In spring 2011, TCMH will be in line to receive $1.6 million from the federal government for achieving meaningful use of electronic health records.

“We are very fortunate,” Pamperien explained. “We have done so much for electronic medical records, and we are much further ahead than many other facilities.”

Pamperien believes that the $1.6 million will “come close” to covering what TCMH has expended in the past decade as the hospital added technology throughout the hospital and clinics. Additional federal funding for electronic health records will be available in future years, too, but the largest chunk will be paid in 2011.

Murray explained that 20 percent of healthcare facilities are expected to be in the “penalty phase” for electronic medical records by 2014, which means the federal government will begin fining those facilities that are not achieving meaningful use.

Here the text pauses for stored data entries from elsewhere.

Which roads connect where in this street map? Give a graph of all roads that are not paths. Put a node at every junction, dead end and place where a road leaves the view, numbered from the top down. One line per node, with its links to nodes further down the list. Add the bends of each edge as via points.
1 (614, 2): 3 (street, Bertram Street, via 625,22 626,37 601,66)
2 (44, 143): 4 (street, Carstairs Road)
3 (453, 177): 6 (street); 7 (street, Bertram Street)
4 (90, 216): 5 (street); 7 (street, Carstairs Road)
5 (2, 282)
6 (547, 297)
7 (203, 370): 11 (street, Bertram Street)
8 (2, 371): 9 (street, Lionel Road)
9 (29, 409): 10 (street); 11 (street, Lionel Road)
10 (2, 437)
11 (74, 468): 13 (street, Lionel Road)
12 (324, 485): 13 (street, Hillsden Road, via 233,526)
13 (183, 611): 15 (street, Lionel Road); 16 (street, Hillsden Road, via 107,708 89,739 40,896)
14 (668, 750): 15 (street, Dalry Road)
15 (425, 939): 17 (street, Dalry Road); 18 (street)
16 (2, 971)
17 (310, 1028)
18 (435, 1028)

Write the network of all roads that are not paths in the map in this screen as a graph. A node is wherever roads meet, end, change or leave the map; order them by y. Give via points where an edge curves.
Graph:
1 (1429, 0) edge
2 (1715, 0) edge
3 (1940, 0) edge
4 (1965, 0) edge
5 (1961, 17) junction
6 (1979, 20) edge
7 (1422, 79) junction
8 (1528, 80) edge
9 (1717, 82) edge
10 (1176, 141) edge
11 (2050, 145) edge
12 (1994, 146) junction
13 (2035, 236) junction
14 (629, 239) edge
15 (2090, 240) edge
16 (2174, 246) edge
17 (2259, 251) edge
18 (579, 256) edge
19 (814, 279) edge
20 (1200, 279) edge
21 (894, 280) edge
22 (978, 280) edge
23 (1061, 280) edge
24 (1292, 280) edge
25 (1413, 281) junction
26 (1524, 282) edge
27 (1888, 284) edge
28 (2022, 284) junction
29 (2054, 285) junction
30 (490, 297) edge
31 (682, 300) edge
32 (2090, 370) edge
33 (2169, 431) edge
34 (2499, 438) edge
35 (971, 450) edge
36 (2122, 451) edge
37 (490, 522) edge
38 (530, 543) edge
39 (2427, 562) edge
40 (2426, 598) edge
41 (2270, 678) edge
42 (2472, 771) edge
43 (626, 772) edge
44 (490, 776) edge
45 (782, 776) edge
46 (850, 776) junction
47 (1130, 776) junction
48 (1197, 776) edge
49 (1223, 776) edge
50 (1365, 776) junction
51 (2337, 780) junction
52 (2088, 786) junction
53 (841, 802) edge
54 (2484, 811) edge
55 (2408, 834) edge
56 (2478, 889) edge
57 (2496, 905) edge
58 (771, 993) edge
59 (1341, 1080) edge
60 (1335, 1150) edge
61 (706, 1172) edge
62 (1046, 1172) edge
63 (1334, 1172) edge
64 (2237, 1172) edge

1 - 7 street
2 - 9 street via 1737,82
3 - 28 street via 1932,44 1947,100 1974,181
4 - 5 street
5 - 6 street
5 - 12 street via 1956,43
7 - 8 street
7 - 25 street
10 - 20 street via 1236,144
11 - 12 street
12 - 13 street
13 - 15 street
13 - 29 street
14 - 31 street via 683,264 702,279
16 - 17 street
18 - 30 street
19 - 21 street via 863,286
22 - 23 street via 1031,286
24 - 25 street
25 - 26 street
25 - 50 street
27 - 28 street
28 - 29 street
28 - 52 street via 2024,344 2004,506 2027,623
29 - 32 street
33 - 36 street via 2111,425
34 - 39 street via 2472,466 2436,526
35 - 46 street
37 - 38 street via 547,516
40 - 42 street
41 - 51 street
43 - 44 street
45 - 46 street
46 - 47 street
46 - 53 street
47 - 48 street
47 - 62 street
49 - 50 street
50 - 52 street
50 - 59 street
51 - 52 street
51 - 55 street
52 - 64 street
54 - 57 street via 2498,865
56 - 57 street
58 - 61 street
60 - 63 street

“I’m glad we are this far ahead in the process,” said Omanez Fockler, TCMH board of trustees chair.

In other news, TCMH is planning to step up patient awareness of the inpatient surveys used by the hospital to collect patient satisfaction data.

“A good percentage of TCMH inpatient surveys are returned,” said Joleen Senter Durham, director of public relations and member of the TCMH Customer Quality Team. “However, we hope to stimulate conversations with our patients and staff members to encourage more surveys to be returned.”

Durham pointed out that many people believe they should only return a survey if the experience was negative.

“Our goal is that every patient has a very good hospital stay,” she said. “We need our surveys to reflect good and bad comments to know what we are doing well and what areas need improvement.”

Hospital inpatients will soon see a sample survey on their dietary trays each day. Small posters asking patients to fill out surveys that may be received after they return home will also be placed in each inpatient room.

Present at the meeting were Murray; Pamperien; Durham; Colette Briggs, infection control nurse manager; Dr. Charles Mueller, chief of staff; Dr. Charlie Rasmussen, vice chief of staff; and board members Fockler, Mark Hampton and Mark Forbes. Board members Jane Kirkwood and Janet Wiseman were not present.

The next meeting of the TCMH board of trustees is noon Tuesday, Sept. 27, in the downstairs meeting room of the hospital.